**LISTED ENTRIES:**

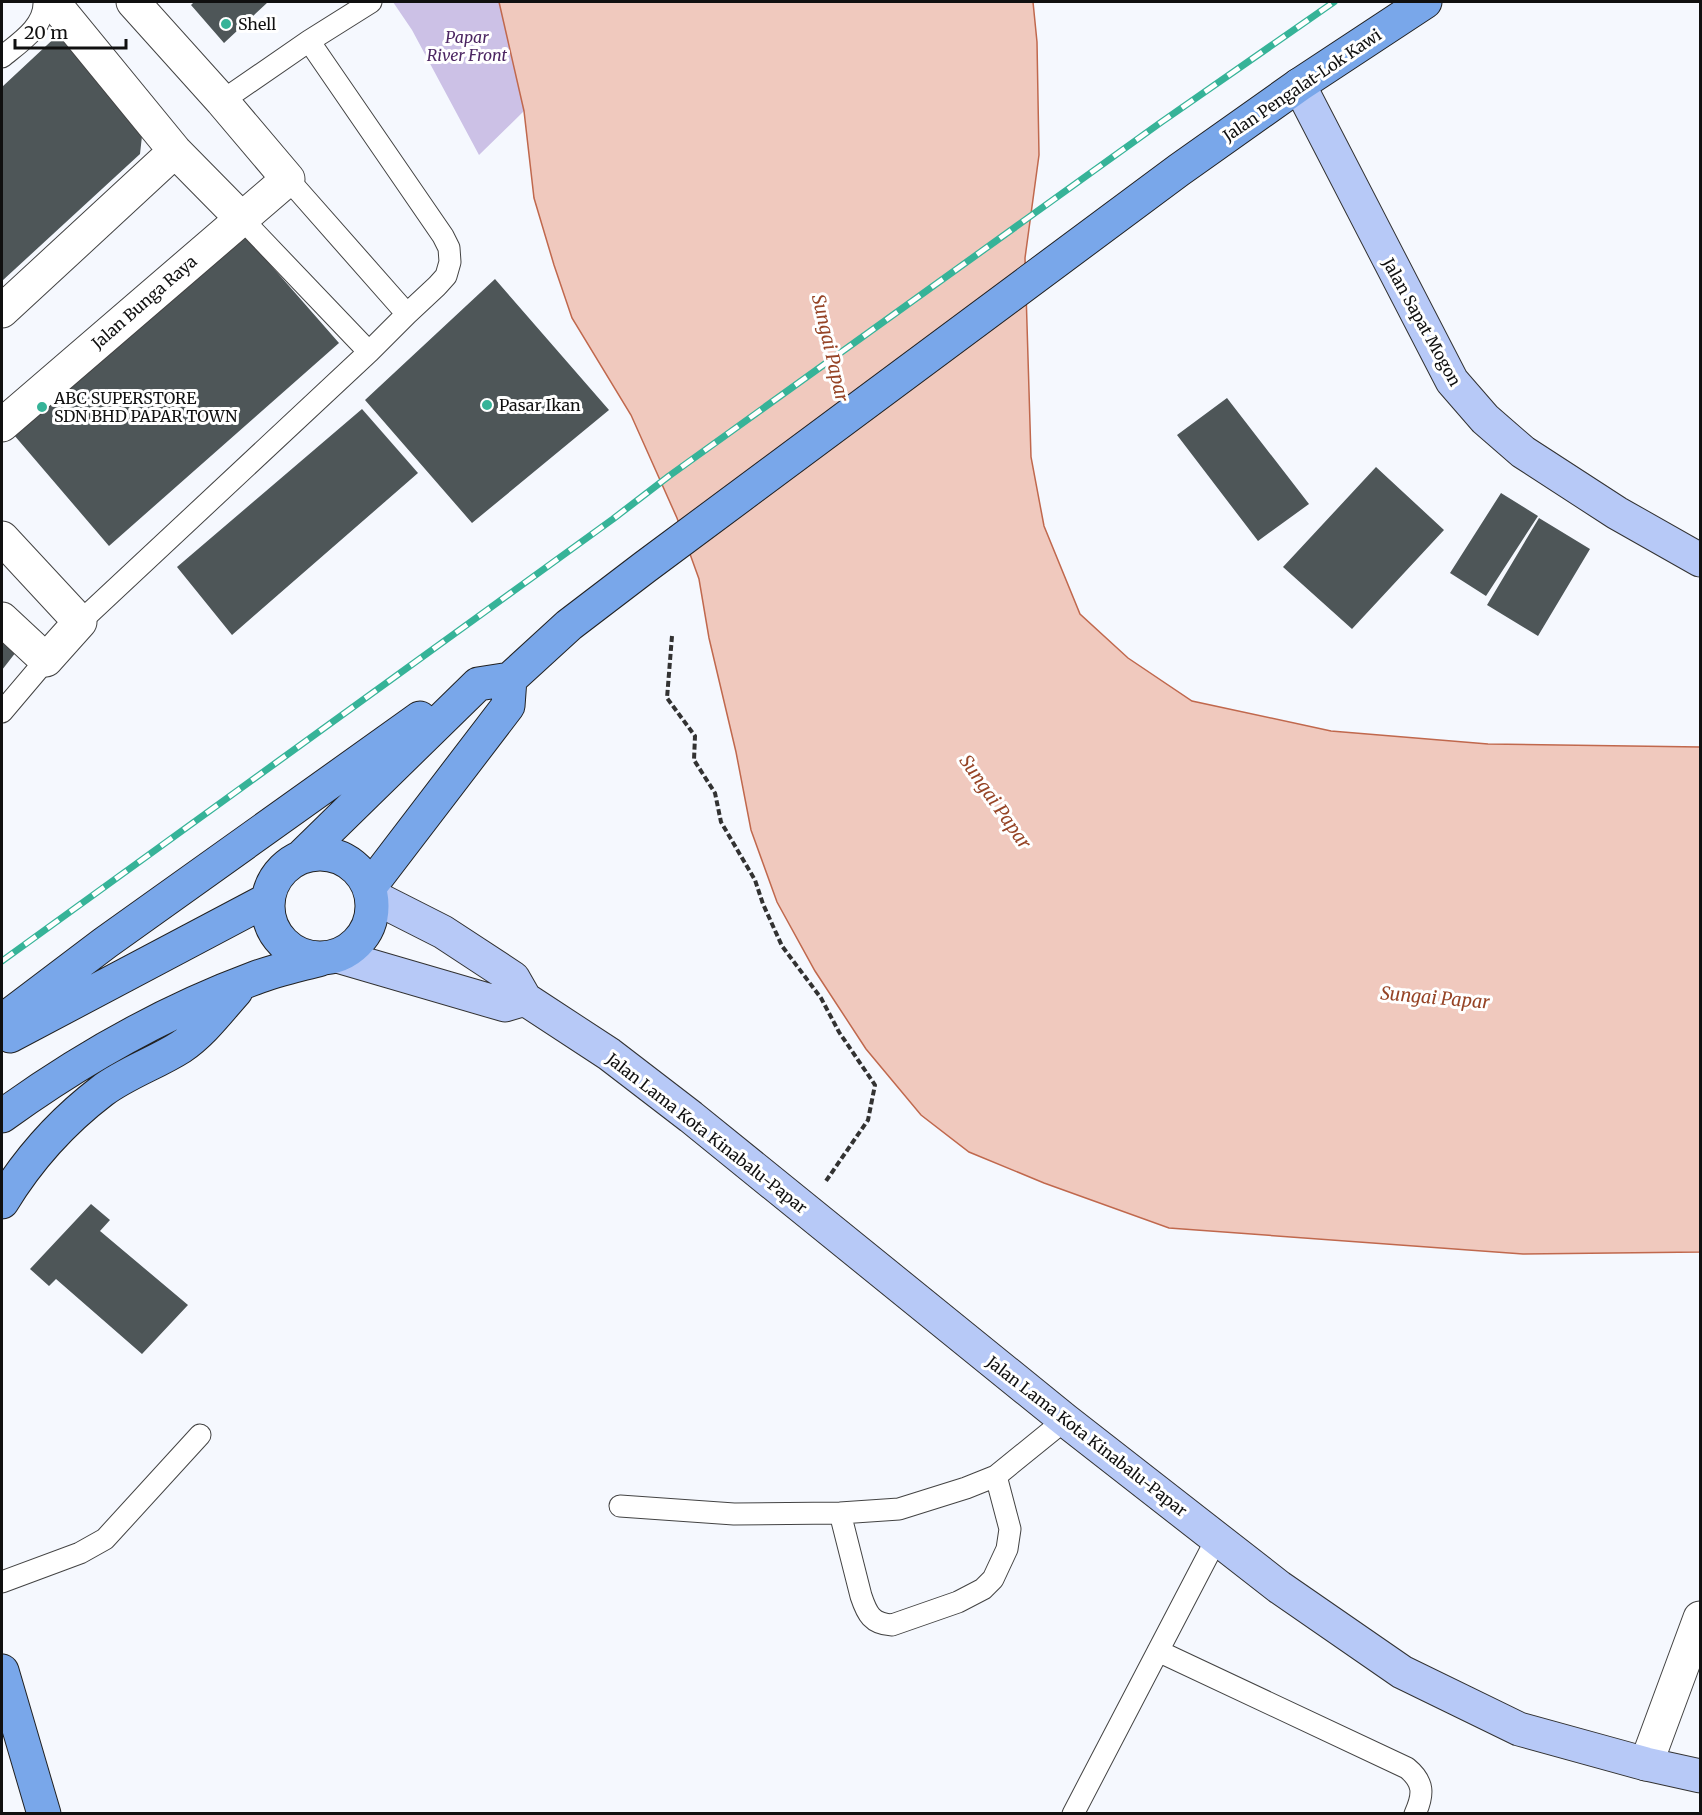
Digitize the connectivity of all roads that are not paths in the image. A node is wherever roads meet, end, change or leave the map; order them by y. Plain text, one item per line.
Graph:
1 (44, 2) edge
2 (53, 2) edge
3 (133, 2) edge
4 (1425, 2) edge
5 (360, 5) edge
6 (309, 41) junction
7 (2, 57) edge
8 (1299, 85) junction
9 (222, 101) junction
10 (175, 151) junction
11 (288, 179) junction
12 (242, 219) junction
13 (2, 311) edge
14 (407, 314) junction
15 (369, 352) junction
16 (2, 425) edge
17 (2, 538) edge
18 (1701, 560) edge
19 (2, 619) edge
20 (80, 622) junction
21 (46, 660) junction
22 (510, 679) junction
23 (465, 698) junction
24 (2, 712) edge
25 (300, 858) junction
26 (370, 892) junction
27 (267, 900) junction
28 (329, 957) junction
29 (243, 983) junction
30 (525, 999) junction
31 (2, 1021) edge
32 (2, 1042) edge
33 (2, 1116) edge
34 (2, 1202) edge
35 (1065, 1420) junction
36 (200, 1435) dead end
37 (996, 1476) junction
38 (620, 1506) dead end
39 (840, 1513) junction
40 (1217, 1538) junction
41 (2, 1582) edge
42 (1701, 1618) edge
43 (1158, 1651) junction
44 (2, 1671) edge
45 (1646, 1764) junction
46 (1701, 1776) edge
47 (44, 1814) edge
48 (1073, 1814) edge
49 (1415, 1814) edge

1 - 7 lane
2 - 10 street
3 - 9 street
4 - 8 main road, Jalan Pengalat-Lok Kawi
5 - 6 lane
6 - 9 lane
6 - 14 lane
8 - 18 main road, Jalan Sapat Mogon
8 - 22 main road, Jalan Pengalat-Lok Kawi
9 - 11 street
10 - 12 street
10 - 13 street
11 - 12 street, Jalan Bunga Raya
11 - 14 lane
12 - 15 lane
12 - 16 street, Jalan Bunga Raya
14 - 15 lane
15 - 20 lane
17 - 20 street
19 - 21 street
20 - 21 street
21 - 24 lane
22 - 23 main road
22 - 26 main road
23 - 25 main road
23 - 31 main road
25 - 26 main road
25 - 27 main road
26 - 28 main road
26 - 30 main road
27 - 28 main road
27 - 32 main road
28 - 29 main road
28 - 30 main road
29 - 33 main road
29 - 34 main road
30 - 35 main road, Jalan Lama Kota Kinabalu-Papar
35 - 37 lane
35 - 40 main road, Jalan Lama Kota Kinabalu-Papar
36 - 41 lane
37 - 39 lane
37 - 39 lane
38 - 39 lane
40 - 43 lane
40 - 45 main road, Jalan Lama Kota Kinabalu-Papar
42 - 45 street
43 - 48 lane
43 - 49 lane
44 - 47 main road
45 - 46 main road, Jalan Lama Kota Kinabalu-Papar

**EXERCISE AIM:** Using the listing above, list every line in which the string "Raya" occurs.

**OUTPUT BELOW:**
11 - 12 street, Jalan Bunga Raya
12 - 16 street, Jalan Bunga Raya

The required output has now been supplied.